Your assignment:
Only lines that contain the word "paths" belong in the answer; copy them from the records below.
BEGIN Stored data
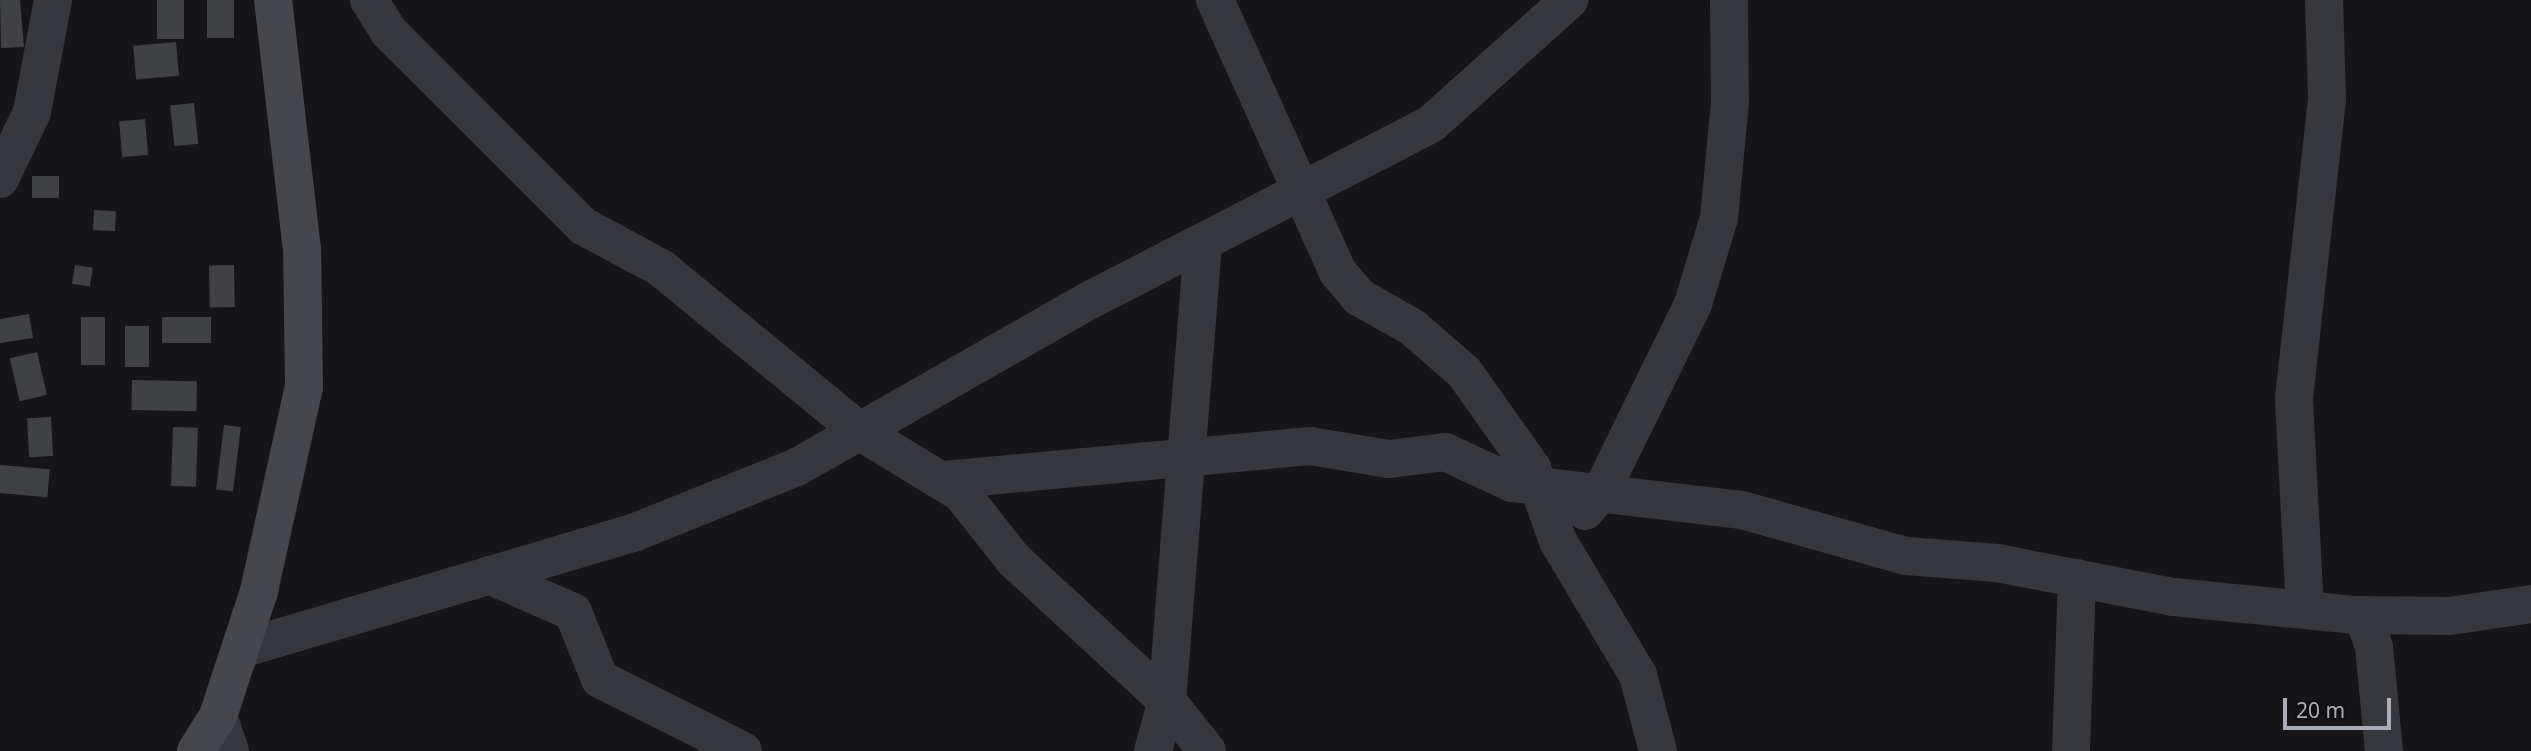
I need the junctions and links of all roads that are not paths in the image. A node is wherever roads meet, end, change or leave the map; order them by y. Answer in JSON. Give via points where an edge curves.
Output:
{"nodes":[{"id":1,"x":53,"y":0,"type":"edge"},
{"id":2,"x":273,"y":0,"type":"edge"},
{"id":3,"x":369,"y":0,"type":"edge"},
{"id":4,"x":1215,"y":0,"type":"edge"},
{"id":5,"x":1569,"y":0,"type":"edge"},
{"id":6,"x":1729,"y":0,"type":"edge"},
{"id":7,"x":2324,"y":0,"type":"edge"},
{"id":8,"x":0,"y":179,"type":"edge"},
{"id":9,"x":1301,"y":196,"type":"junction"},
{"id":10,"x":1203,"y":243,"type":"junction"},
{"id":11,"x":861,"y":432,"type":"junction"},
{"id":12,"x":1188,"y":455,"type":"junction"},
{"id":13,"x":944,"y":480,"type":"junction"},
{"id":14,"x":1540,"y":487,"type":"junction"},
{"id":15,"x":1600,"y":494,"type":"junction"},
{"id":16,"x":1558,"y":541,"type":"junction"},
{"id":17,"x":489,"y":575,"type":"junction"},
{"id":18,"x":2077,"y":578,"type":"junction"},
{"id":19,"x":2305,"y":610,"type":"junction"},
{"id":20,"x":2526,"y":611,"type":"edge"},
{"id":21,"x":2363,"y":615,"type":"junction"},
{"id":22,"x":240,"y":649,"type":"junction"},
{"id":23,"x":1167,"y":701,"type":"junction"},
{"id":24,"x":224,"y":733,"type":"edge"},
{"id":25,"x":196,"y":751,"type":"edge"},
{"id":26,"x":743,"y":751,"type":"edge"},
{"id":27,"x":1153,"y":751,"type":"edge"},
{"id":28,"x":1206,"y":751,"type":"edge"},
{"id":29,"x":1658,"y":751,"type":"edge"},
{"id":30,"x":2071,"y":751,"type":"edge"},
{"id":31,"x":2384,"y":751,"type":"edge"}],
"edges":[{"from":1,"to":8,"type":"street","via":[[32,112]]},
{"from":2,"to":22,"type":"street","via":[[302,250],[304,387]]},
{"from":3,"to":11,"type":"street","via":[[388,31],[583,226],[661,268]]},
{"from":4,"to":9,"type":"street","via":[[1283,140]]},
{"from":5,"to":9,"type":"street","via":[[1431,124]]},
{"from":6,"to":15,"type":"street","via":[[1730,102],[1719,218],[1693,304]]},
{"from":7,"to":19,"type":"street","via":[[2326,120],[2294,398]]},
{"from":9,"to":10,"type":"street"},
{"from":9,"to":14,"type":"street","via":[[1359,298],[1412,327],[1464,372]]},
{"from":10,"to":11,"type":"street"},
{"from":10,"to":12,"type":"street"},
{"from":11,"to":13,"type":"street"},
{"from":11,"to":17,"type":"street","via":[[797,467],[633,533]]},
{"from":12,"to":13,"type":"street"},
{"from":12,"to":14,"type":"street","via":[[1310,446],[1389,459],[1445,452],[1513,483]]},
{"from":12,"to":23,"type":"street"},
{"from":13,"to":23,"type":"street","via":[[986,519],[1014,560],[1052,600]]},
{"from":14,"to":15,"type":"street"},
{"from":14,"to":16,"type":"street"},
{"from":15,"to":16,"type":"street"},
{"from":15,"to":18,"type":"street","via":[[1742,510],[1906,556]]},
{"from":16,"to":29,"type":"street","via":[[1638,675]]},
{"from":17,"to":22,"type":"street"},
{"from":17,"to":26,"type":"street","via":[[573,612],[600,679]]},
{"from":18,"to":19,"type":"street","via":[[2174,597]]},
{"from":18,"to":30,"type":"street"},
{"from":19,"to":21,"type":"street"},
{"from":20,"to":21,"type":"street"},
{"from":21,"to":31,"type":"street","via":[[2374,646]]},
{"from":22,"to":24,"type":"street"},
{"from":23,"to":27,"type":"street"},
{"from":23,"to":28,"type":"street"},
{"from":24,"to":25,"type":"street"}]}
END Stored data
BEGIN Stored data
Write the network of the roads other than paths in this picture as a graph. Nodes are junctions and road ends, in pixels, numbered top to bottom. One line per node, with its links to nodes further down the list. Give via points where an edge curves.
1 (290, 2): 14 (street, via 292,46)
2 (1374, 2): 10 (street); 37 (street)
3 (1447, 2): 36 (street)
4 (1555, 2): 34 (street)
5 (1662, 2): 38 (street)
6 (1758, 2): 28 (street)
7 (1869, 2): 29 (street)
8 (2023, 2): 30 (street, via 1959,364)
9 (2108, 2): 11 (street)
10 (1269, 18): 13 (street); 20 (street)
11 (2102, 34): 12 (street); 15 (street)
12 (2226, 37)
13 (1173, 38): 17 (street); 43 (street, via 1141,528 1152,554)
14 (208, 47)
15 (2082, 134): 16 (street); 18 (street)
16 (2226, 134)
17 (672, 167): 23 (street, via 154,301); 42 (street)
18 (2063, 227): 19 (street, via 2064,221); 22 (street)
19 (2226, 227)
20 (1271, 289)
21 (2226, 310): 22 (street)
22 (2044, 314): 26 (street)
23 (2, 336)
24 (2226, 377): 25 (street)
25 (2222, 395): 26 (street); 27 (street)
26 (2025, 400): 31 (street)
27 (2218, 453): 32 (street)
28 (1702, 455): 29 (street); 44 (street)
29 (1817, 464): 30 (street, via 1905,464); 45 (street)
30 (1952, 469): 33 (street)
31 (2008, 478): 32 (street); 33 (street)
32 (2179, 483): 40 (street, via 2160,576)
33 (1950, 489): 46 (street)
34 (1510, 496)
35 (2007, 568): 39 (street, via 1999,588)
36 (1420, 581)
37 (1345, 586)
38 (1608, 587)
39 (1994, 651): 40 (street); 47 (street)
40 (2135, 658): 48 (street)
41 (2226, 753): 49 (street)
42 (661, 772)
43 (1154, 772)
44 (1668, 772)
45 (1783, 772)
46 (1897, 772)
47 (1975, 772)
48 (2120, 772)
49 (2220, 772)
END Stored data
Exercise result:
I need the junctions and links of all roads that are not paths in the image. A node is wherever roads meet, end, change or leave the map; order them by y. Answer in JSON. Give via points where an edge curves.
Write the network of the roads other than paths in this picture as a graph. Nodes are junctions and road ends, in pixels, numbered top to bottom. One line per node, with its links to nodes further down the list. Give via points where an edge curves.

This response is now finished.